Let’s take, for example, the following input:
let a: s32 = 34 + 35;
Without any code yet, we can imagine the output that we expect from this input:
[ KEYWORD(let)
, IDENT(a)
, SYMBOL(:)
, IDENT(s32)
, SYMBOL(=)
, NUMBER(34)
, OPERATOR(+)
, NUMBER(35)
, SYMBOL(;) ]
If that is what you have in mind, you’re right — because that is exactly what lexing is about: transforming the input into pieces for the parser to use. Or you may be confused at this point. Why do this if it is the same thing as the input? Shouldn’t it be fine to just use the input as is?
Those are totally valid considerations but this is where I stop you. Have you
noticed that there is extra information added to the input chunks? KEYWORD
, IDENT
, SYMBOL
, NUMBER
, and OPERATOR
are what I call qualifiers.
They give a flavor to the data and provide useful information to the parser.
Those are the basic tokens a lexer returns. But I wouldn’t be writing a blog about the matter if it were only this.
Lexers are simple to write, and the output is also basic. And that is one of the things that was bothering me while I was writing the parser.
Consider the following:
printf("%d", add(pow(2, 6), b, c, d, 34))
[
IDENT(printf)
, SYMBOL(()
, STRING("%d")
, SYMBOL(,)
, IDENT(add)
, SYMBOL(()
, IDENT(pow)
, SYMBOL(()
, NUMBER(2)
, SYMBOL(,)
, NUMBER(6)
, SYMBOL())
, SYMBOL(,)
, IDENT(b)
, SYMBOL(,)
, IDENT(c)
, SYMBOL(,)
, IDENT(d)
, SYMBOL(,)
, NUMBER(34)
, SYMBOL())
, SYMBOL())
]
With this kind of tokens, at the parsing stage you’ll have to correctly parse a function call and subsequent ones. Wouldn’t it be easier to give this task to the lexer, therefore making our parser simpler?
Making the lexer capable of recognizing a function call will give more power to it, making error reporting simpler. For example, unbalanced parentheses will cause the lexer to output garbage — which is good, as it allows the parser to catch it right away.

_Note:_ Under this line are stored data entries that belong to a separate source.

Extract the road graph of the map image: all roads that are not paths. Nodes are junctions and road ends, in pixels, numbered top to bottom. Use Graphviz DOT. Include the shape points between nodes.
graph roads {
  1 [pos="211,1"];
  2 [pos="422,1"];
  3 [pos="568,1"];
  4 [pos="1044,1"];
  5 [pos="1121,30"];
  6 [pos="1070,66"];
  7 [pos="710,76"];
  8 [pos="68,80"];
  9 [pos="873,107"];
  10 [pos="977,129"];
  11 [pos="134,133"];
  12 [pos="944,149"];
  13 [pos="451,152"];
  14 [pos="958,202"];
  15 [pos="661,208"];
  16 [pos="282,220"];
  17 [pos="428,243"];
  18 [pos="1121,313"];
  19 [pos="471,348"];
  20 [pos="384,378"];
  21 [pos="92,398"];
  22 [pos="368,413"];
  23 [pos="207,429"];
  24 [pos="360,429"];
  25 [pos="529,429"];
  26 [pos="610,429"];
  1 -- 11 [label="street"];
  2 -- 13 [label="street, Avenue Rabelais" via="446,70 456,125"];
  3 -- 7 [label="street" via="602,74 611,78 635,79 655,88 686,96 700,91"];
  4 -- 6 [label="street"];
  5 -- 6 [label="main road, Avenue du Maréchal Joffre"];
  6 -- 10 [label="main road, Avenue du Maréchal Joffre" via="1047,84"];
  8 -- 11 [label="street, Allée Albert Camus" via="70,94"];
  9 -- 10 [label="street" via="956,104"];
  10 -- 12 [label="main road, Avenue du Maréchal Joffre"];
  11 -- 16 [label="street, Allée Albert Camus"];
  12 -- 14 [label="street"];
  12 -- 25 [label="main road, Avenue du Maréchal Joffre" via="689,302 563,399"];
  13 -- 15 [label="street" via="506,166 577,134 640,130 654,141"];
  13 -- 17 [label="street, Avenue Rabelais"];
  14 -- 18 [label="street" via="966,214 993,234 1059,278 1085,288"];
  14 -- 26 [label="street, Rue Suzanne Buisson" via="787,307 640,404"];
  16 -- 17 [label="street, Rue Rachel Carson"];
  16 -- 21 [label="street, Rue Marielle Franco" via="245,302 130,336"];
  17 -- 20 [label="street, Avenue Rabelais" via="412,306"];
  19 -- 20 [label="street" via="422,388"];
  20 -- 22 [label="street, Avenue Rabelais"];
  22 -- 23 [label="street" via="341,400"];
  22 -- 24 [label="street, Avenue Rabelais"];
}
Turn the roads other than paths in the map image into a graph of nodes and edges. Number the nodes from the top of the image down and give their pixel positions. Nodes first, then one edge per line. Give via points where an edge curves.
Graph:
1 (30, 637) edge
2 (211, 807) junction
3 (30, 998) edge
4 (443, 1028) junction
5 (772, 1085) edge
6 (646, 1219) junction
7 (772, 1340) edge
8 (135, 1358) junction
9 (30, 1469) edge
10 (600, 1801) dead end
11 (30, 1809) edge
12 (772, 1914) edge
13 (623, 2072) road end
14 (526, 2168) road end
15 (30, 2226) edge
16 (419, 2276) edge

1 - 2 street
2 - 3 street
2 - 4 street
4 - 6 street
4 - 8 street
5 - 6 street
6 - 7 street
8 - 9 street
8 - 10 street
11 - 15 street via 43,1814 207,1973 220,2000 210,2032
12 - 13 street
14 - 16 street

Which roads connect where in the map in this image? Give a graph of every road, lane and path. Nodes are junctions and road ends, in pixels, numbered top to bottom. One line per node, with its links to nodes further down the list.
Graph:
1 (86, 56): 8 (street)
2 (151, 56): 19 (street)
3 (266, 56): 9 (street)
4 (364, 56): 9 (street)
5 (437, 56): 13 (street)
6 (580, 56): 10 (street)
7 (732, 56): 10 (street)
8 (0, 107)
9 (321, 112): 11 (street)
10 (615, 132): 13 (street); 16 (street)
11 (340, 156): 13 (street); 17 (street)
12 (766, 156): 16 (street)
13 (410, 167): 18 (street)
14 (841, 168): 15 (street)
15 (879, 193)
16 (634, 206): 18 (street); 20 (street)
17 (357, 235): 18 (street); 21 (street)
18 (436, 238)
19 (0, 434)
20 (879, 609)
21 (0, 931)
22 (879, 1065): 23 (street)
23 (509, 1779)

Funcall(String, Vec<Token>)
This new Funcall
token allows us to simplify the representation as follows:
[
FUNCALL("printf", [
STRING("%d"),
FUNCALL("add", [
FUNCALL("pow", [
NUMBER(2),
NUMBER(6)
]),
IDENT(b),
IDENT(c),
IDENT(d),
NUMBER(34)
])
])
]
We know the context in which we are using this lexer. Why not just take advantage of it?
The magic can be improved further by adding special constructs into the mix, like macro expansions and many other niceties.
That’s the beauty of lexer magic: small tweaks can make a big difference in how we design and understand languages.